Task - Collect the lines of the entries where "that" shows up.

Data for this exercise -
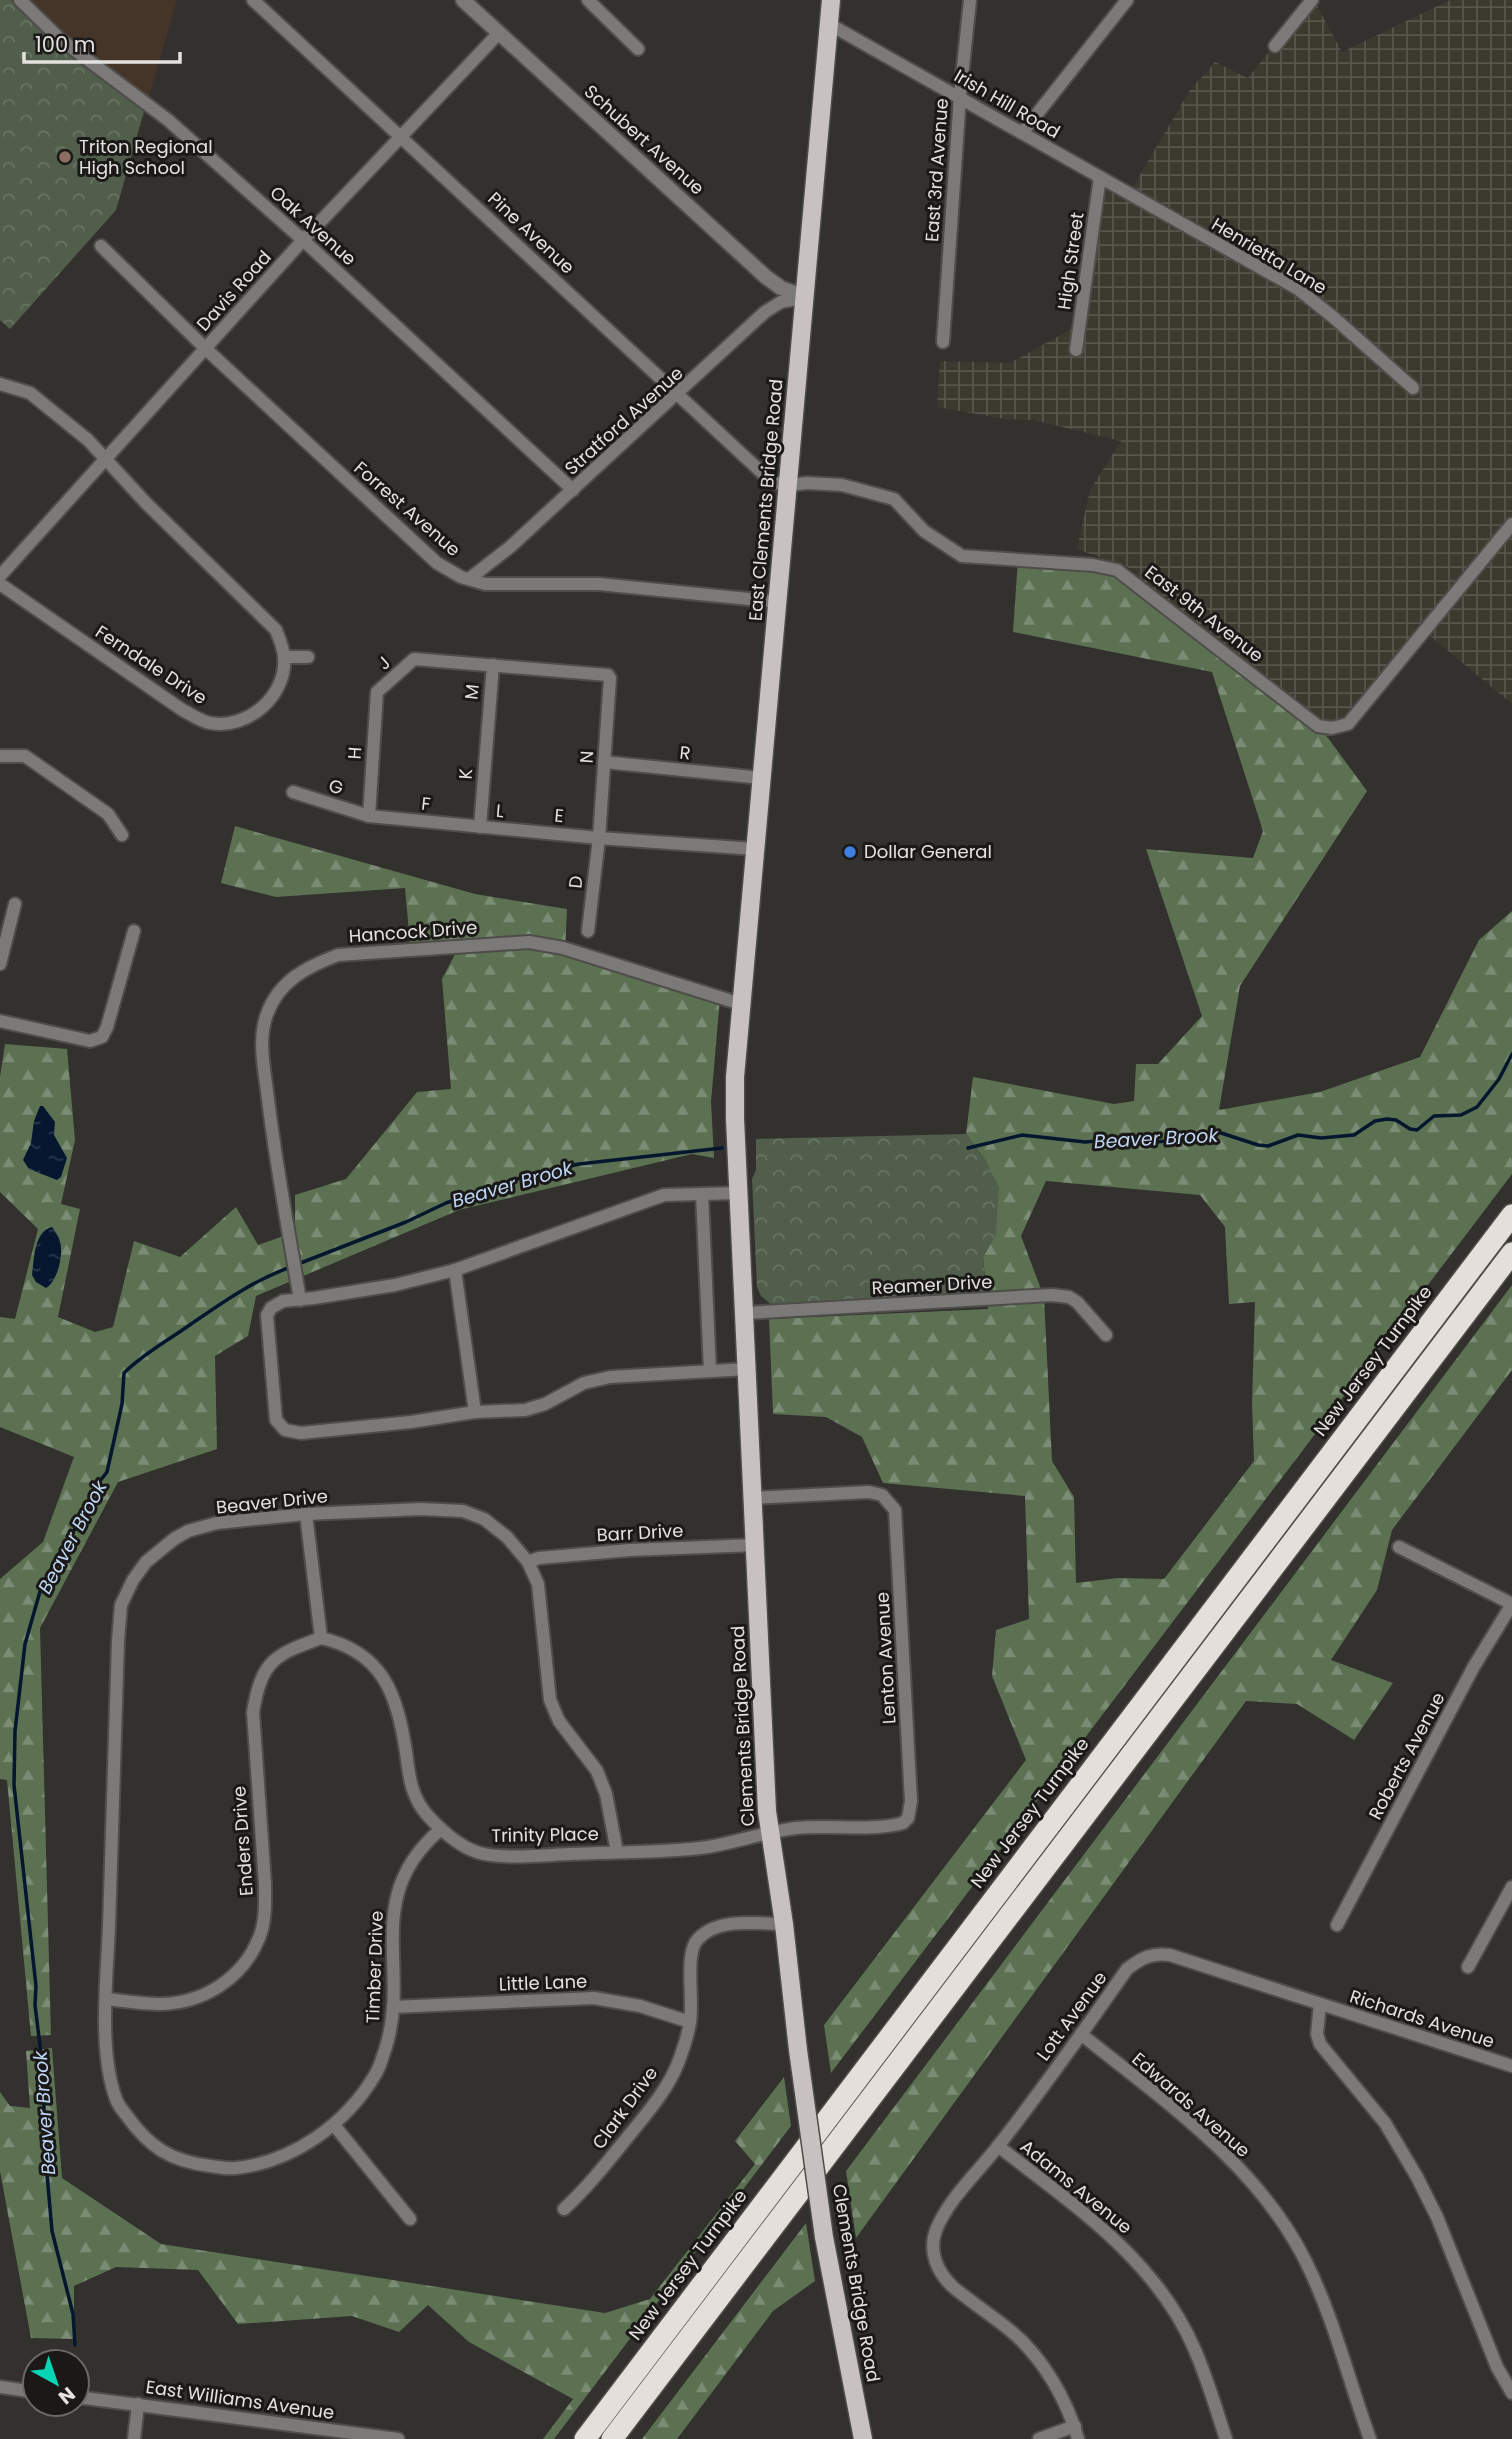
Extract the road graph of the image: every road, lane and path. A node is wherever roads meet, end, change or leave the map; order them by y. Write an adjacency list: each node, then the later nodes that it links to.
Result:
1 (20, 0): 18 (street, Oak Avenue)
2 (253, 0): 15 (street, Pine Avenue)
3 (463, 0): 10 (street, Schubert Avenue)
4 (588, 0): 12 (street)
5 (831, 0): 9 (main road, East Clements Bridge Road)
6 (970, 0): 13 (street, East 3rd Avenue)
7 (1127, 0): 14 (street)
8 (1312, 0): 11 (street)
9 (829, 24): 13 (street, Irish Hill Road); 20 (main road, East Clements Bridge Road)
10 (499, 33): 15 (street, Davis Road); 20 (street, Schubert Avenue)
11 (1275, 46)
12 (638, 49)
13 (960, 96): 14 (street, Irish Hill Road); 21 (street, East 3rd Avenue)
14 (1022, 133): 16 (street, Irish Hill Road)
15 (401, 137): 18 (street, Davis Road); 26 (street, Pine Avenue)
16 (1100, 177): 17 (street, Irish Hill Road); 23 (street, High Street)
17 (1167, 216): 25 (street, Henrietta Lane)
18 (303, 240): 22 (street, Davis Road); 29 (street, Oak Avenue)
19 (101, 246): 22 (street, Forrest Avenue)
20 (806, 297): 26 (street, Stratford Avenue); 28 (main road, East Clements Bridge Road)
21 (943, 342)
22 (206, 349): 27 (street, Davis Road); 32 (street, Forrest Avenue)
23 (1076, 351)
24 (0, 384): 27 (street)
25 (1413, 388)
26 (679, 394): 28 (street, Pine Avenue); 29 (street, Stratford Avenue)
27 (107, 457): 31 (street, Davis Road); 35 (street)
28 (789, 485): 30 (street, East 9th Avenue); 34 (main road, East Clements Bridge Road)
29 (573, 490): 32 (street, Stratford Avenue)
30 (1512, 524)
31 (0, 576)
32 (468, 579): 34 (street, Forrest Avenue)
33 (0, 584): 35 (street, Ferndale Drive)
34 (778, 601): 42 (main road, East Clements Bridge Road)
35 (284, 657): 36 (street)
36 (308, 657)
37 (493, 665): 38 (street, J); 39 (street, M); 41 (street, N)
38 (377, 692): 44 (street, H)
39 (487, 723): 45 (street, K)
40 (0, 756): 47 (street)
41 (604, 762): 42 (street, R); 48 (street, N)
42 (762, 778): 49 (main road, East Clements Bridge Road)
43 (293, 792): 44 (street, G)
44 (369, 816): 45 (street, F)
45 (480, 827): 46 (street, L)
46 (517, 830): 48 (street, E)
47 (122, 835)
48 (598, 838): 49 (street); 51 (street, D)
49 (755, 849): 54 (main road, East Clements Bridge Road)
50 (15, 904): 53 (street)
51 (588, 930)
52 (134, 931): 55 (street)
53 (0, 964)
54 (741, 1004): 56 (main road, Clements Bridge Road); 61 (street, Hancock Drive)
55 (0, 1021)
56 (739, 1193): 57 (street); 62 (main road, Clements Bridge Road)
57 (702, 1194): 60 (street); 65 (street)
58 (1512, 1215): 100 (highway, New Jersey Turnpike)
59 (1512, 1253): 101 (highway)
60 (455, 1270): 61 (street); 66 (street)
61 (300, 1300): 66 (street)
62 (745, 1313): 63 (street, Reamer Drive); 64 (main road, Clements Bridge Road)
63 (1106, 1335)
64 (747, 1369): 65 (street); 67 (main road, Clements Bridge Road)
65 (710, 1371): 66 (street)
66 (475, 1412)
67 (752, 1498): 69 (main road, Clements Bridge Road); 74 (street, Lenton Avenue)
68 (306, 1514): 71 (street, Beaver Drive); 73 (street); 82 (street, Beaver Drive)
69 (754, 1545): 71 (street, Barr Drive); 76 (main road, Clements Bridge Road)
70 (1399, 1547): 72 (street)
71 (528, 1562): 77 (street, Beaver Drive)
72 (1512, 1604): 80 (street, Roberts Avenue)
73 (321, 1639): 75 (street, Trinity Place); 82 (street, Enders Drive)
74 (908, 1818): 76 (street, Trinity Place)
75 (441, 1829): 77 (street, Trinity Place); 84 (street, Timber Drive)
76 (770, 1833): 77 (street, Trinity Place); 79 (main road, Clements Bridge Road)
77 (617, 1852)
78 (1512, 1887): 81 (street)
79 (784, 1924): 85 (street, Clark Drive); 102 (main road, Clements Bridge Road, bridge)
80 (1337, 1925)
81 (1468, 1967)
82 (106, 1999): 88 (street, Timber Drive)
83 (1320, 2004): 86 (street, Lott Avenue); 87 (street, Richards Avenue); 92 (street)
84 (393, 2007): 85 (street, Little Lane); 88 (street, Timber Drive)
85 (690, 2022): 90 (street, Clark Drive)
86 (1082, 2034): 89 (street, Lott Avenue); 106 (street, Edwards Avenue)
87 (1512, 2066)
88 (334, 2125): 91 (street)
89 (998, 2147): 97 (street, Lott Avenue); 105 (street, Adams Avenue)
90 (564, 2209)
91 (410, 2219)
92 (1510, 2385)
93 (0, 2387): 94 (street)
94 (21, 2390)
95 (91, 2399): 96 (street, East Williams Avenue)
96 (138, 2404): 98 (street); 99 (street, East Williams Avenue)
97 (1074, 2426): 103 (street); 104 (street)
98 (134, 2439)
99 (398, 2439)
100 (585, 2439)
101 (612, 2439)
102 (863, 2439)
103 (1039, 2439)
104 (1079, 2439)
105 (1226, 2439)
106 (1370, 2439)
==
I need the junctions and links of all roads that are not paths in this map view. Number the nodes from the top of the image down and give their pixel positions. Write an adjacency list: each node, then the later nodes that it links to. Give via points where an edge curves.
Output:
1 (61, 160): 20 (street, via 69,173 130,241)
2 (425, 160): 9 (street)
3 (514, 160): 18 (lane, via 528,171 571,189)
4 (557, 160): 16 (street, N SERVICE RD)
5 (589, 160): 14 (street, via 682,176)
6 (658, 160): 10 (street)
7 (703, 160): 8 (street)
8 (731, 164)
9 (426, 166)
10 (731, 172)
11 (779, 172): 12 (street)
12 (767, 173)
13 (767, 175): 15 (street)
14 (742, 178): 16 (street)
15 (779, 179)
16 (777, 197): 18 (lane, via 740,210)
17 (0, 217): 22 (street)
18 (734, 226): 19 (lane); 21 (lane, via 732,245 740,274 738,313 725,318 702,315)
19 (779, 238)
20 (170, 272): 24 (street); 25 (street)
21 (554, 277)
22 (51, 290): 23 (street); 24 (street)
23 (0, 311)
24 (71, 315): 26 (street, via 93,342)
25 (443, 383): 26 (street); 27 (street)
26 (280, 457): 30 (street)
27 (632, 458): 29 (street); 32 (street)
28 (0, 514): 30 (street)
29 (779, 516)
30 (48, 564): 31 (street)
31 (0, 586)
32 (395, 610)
* * *
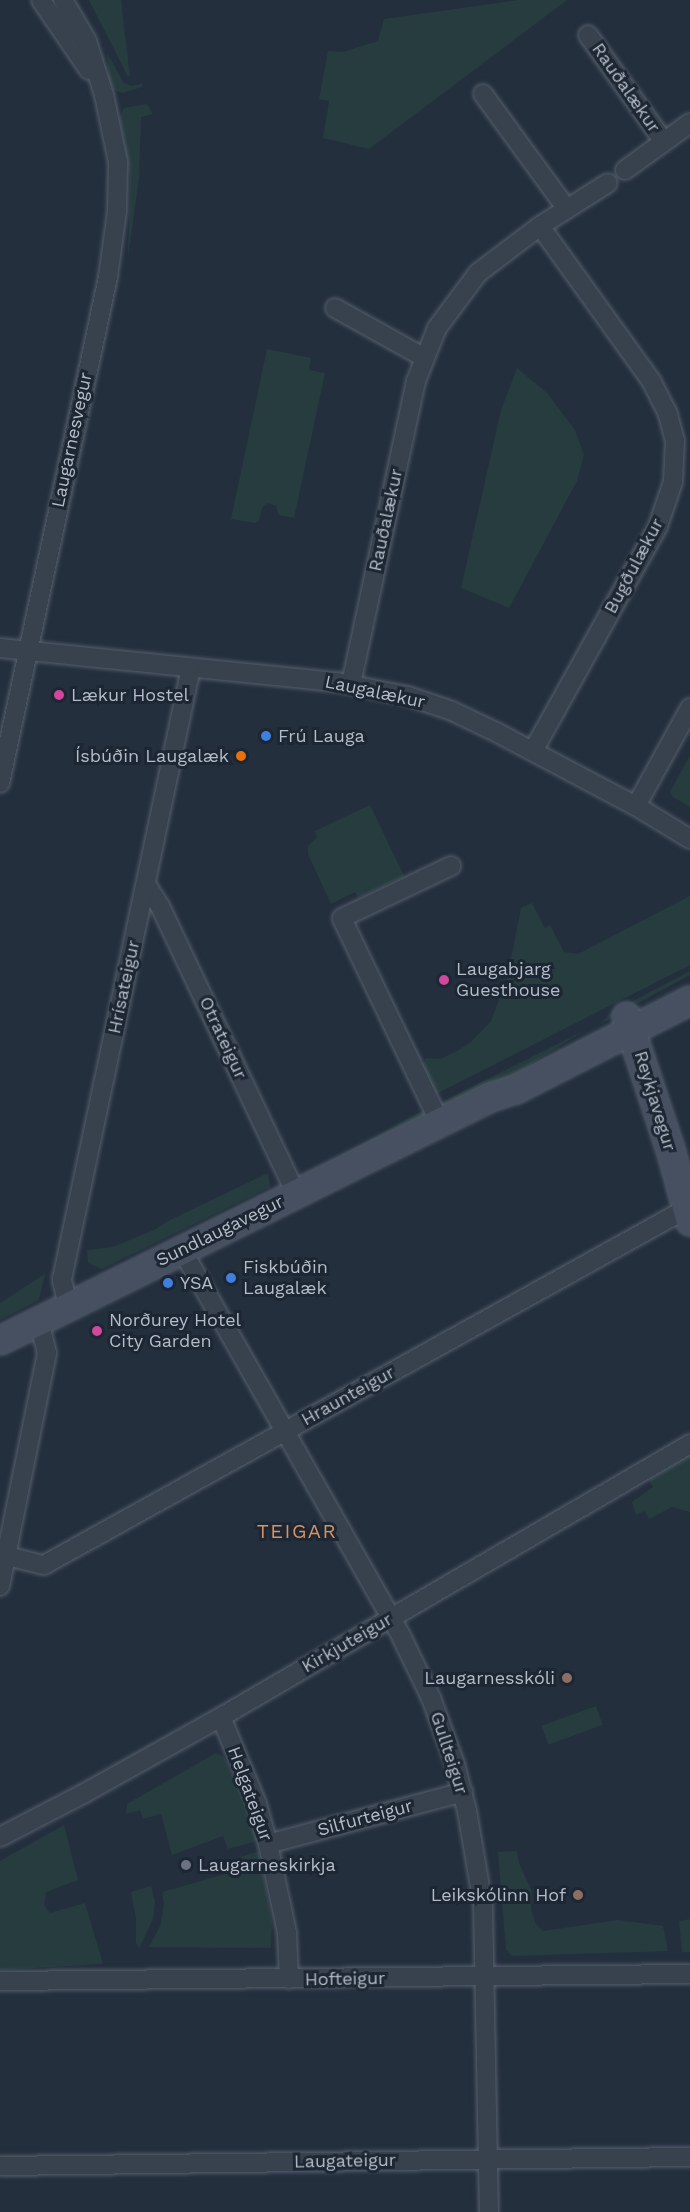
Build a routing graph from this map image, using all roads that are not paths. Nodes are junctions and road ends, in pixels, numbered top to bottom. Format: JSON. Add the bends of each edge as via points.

Worked solution -
Extract the road graph of the image: every road, lane and path. A node is wherever roads meet, end, change or leave the map; order them by y. Write an adjacency list: each node, then the later nodes that it links to.
I need the junctions and links of all roads that are not paths in this map view. Number the nodes from the top of the image down and give their pixel positions. Write an adjacency list: each node, then the later nodes that it links to. Give via points where an edge curves.
Build a routing graph from this map image, using all roads that are not paths. Nodes are junctions and road ends, in pixels, numbered top to bottom. Format: JSON. Add the bends of each edge as via points.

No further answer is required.